Königskerze
( Verbascum densiflorum )
Familie der Braunwurzgewächse
Weitere Namen
Himmelbrand, Fackelkraut, Kerzenkraut, Unholdenkerze, Wollblume, Wollkraut, Zöllich, Brennkraut,
Frauenkunkel, Johanniskerze, Neunmannskraft, Schafschwanz, Wetterkerze, Wetterkerze, Wallkraut,
St. Johanniskerze, Wollstange, Wurmkraut, Wüllen, Wolle, Schafsschwanz, Unholdenblume, Unholdenkraut,
Wüllich, Zöllich
Verwendet werden:
die Blüten

Pflanzenbeschreibung
Die Großblumige Königskerze ist eine zweijährige, bis zu 3 m hoch wachsende Pflanze mit großen,
grauweißen Rosettenblättern.
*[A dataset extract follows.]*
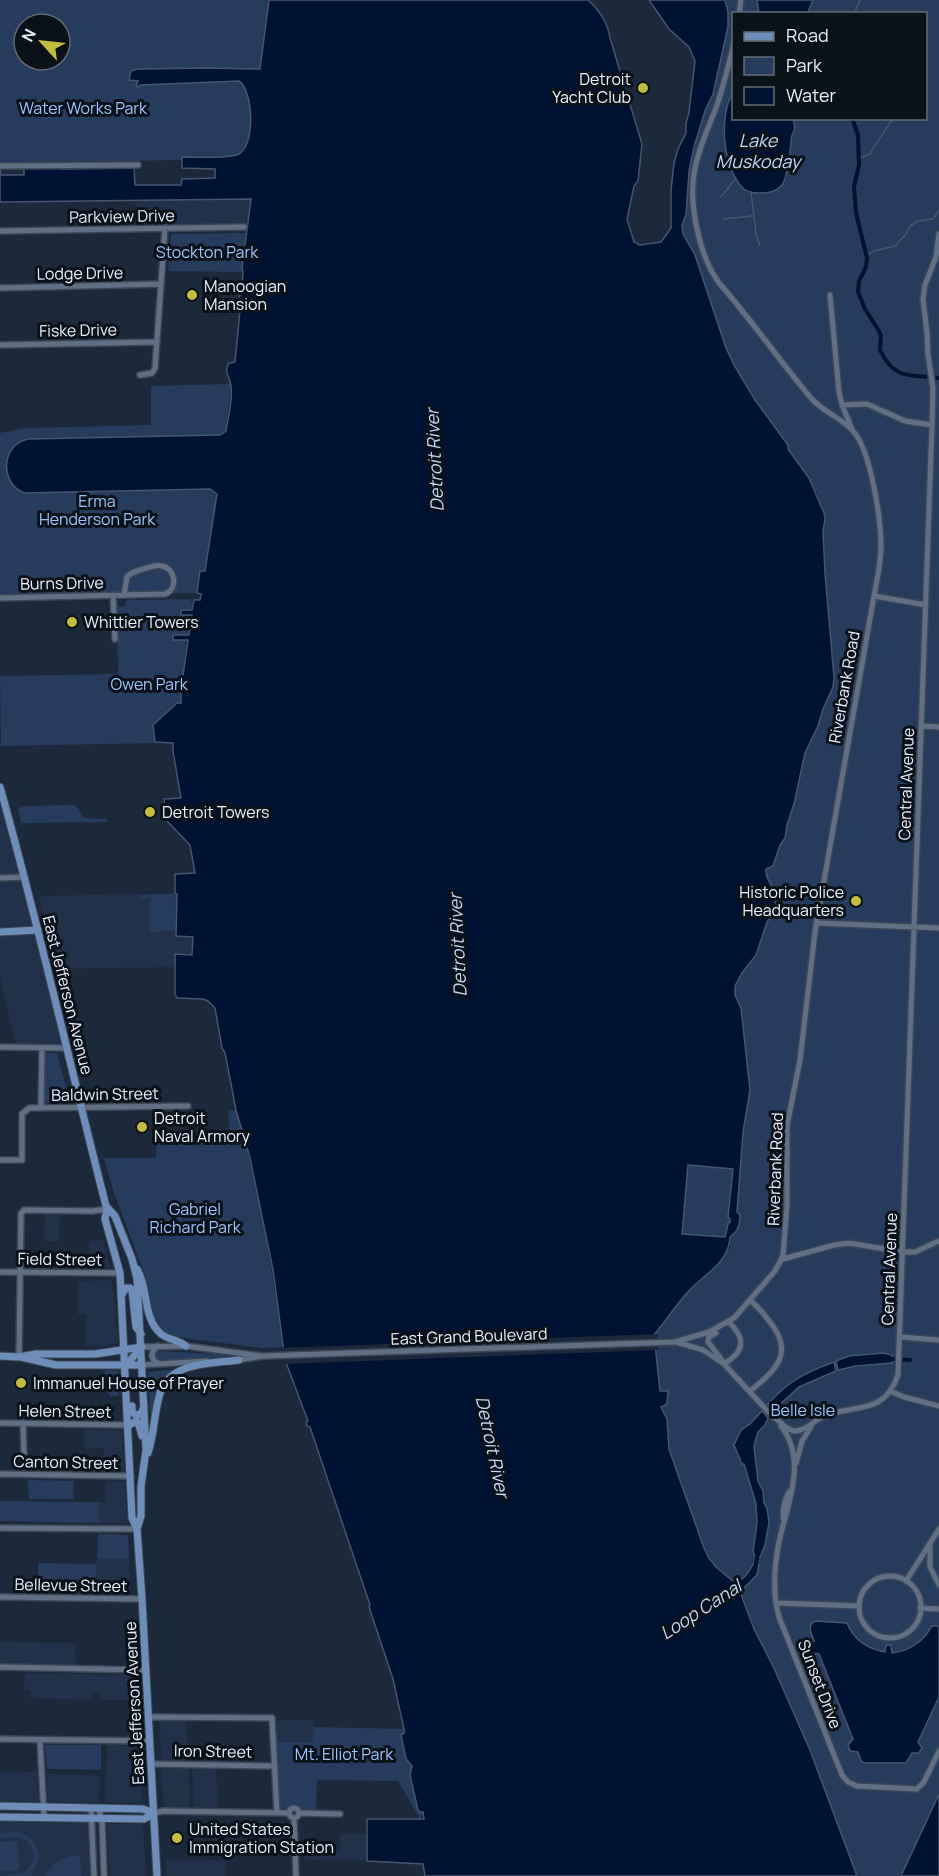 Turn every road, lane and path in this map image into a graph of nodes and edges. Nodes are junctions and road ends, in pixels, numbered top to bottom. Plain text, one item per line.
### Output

Die bis zu 5 cm großen, hellgelben Blüten sitzen in einer langen,
ährenartiger Traube.
Medizinisch verwendet werden die als Wollblumen bezeichneten getrockneten Blüten der Großblumigen
Königskerze und der Gemeinen Königskerze (Verbascum phlomoides).
Die getrockneten Blüten sind feuchtigkeitsempfindlich, was sich in einer bräunlichen Verfärbung zeigt
und die Qualität mindert.
Die Wollblume ist in Mittel-, Ost- und Südeuropa, Kleinasien, Nord- afrika und Äthiopien zuhause.
Importiert wird die Droge aus Ägypten, Bulgarien und der ehemaligen Tschechoslowakei.



Wirkung und Anwendung
Innerlich

* Die Königskerze wirkt bei:
- Erkrankungen der Atmungsorgane
- Erkältungen
- Husten
- Schnupfen
- Heiserkeit
- Entzündungen der Atemwege
- Lungen- und Bronchialkatarrh
- reizlindernd bei Rachenkatarrh
- Magenschleimhautentzündung
- bei rheumatischen Beschwerden

* Sie hat eine schwach harntreibende Wirkung

* Im Laborversuch zeigte ein Extrakt eine Viren abtötende Wirkung

* Ferner werden Wollblumen als Schmuckdroge zum Schönen von Teemischungen und zur
Aromatisierung von Likören eingesetzt





Äußerlich
* Für Bäder und Auflagen bei:
- Hautentzündungen
- Hämorrhoiden
- eitrigen Wunden und Furunkeln
- Hautunreinheiten
- schwer heilenden Wunden.
- leichten Brandwunden
Teezubereitung und Dosierung
2 Teelöffel getrocknete Königskerze werden mit ca. 150 ml siedendem Wasser übergossen und nach 10 bis 15 Minuten abgeseiht.
3 bis 4 mal Täglich eine Tasse frisch bereiteten Tee trinken.
Für einen besseren reizlindernden Effekt sollte sie mit kaltem Wasser angesetzt,
kurz zum Sieden erhitzt und dann abgeseiht werden (bessere Extraktion der Schleimstoffe).
Hinweis !
Bei länger als eine Woche anhaltenden oder immer wieder kehrenden Beschwerden sollte ein Arzt aufgesucht werden!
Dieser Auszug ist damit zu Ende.